WHAT THE TASK REQUIRES = Below are the records. List every line holding the word "highway".

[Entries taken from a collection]
--------
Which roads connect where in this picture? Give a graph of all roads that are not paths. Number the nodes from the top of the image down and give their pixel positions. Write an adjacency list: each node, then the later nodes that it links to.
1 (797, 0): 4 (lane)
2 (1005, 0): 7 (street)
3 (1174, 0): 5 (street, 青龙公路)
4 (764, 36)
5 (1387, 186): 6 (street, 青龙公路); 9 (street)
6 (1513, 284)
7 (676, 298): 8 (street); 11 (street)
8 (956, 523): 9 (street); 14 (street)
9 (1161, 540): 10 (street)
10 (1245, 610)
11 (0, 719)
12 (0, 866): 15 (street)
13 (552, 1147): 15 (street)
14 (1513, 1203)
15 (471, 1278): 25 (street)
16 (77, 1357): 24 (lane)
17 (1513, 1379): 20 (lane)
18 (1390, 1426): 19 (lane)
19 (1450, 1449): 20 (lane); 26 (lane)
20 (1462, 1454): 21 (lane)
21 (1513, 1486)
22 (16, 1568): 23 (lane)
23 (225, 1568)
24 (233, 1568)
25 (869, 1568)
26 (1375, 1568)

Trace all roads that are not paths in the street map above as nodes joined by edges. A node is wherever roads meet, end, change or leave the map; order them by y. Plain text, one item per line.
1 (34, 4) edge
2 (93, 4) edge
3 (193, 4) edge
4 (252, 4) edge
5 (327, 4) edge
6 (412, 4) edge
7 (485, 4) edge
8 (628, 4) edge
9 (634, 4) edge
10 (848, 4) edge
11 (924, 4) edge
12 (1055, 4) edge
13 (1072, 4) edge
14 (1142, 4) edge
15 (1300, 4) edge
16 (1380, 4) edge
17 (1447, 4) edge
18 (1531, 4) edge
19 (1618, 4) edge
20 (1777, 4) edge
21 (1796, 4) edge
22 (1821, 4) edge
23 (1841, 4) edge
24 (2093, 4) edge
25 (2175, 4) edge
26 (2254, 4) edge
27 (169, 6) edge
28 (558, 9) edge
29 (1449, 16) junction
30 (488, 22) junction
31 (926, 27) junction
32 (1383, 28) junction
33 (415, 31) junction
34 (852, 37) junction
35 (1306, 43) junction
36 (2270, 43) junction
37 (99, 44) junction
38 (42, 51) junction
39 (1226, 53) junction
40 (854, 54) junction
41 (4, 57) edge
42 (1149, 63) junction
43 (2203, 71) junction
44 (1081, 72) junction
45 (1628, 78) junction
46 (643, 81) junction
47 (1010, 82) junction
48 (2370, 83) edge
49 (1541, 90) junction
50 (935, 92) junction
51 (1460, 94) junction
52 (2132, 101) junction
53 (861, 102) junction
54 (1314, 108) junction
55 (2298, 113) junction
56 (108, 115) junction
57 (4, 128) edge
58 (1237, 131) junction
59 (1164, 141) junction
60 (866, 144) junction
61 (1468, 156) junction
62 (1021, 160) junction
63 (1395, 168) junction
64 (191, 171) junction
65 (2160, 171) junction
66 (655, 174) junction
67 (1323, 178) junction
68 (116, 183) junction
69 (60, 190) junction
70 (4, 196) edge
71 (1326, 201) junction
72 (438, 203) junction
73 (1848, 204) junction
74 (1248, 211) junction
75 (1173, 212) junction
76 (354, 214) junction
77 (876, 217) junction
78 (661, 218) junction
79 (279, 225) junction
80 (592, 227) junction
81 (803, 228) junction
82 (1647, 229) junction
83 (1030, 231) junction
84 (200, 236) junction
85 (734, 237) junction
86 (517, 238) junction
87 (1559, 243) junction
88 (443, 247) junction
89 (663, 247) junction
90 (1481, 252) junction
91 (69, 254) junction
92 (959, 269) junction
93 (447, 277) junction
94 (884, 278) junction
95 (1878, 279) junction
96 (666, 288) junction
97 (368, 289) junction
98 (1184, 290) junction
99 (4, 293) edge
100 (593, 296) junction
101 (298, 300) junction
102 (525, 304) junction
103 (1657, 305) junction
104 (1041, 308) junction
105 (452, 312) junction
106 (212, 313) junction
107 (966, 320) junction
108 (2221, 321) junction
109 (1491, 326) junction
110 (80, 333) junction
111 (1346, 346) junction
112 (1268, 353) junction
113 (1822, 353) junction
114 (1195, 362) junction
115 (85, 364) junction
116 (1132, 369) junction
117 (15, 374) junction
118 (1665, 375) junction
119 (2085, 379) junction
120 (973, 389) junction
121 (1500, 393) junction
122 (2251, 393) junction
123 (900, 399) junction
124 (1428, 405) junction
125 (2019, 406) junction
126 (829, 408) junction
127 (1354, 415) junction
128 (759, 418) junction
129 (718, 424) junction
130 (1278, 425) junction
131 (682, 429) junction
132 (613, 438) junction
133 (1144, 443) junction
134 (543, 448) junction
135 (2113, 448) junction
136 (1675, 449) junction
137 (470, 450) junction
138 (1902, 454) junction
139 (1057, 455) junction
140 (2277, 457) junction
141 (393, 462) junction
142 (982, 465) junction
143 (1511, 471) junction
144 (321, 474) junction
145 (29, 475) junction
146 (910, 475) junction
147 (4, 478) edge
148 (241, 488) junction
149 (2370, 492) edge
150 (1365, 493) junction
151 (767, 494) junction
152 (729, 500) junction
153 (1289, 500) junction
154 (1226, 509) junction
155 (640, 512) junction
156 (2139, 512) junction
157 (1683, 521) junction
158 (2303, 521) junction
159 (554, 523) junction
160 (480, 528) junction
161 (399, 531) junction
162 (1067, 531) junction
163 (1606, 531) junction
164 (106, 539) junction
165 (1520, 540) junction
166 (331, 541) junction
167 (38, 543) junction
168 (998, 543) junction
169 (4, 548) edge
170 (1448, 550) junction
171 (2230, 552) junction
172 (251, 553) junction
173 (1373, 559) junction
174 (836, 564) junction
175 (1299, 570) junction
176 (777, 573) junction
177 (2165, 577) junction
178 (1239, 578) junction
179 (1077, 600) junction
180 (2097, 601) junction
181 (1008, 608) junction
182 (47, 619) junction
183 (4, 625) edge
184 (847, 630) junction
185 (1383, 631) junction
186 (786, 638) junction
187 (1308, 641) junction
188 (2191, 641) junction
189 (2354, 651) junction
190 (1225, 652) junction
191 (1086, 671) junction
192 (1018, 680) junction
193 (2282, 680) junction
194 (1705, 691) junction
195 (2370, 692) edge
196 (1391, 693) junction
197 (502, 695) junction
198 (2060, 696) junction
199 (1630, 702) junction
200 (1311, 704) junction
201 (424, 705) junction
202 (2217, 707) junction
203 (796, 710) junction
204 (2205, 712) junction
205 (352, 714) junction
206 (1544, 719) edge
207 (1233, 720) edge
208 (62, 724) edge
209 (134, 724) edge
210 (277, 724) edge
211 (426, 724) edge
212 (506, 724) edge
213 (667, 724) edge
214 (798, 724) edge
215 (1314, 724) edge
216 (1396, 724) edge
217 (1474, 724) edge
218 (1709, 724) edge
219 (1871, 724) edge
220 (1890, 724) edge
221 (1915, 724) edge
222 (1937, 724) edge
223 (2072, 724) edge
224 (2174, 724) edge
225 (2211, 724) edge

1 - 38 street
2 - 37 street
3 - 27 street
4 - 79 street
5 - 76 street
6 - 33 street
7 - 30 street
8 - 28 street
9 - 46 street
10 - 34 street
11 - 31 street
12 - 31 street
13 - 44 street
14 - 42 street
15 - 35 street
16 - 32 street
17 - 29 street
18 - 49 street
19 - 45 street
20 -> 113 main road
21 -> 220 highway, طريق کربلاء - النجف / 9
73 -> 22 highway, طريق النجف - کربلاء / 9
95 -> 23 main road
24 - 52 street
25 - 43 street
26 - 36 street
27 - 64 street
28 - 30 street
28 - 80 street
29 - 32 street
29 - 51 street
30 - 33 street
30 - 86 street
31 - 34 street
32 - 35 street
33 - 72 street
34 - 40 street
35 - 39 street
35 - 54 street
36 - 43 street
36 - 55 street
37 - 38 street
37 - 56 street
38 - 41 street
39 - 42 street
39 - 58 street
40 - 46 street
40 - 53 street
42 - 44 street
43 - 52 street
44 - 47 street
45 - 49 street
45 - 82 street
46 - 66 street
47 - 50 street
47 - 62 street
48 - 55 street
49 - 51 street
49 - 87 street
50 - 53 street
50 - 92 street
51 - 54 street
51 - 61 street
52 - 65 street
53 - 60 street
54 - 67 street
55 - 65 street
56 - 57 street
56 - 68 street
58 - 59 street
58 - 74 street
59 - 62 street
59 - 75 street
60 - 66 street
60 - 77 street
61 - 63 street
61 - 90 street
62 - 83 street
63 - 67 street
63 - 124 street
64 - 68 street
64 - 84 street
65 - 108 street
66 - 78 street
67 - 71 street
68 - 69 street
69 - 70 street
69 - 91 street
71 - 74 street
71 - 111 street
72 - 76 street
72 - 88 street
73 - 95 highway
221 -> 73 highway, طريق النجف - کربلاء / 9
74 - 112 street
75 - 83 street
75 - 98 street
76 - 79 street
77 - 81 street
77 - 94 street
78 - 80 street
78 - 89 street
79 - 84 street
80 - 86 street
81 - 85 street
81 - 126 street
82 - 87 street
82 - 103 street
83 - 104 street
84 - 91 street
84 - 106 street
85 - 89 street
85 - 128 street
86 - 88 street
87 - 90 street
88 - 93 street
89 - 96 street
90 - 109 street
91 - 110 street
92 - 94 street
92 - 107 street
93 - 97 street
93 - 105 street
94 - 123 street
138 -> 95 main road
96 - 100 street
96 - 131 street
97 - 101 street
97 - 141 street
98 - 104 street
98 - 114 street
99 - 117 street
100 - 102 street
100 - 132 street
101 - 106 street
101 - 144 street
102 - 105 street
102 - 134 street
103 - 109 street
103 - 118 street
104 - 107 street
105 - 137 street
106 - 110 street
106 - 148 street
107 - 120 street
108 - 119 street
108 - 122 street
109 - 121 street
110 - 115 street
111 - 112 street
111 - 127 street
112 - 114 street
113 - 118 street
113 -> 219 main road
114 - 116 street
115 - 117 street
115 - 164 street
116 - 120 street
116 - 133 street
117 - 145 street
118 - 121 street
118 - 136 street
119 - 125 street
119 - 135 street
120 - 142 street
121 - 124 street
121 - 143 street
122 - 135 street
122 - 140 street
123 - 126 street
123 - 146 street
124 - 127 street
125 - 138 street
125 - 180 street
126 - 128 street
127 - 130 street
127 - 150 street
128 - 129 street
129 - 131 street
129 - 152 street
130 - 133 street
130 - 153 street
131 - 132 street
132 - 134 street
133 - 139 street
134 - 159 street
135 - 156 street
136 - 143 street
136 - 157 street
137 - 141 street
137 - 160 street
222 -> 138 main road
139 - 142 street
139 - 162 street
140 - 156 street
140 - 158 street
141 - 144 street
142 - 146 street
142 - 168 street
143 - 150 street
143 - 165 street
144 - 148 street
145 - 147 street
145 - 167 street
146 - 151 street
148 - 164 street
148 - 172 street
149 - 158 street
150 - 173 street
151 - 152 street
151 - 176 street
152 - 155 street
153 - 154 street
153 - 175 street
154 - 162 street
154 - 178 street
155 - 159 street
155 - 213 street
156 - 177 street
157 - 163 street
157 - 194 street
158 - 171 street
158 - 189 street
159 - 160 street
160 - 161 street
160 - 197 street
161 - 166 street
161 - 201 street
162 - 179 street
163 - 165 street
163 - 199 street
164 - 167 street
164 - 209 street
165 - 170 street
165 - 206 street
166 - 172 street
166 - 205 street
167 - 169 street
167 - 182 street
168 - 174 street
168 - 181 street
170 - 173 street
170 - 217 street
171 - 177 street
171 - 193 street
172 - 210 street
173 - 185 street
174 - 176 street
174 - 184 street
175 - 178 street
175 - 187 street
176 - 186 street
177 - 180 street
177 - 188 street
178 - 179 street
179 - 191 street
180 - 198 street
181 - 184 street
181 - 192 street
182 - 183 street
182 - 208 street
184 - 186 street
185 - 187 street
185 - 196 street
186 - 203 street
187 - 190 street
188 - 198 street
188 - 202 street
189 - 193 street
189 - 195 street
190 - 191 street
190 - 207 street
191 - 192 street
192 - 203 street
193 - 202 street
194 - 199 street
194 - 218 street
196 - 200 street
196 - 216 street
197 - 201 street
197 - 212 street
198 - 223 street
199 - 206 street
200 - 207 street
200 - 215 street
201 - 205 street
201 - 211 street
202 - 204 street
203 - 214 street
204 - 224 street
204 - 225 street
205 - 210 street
--------
ANSWER BOX =
21 -> 220 highway, طريق کربلاء - النجف / 9
73 -> 22 highway, طريق النجف - کربلاء / 9
73 - 95 highway
221 -> 73 highway, طريق النجف - کربلاء / 9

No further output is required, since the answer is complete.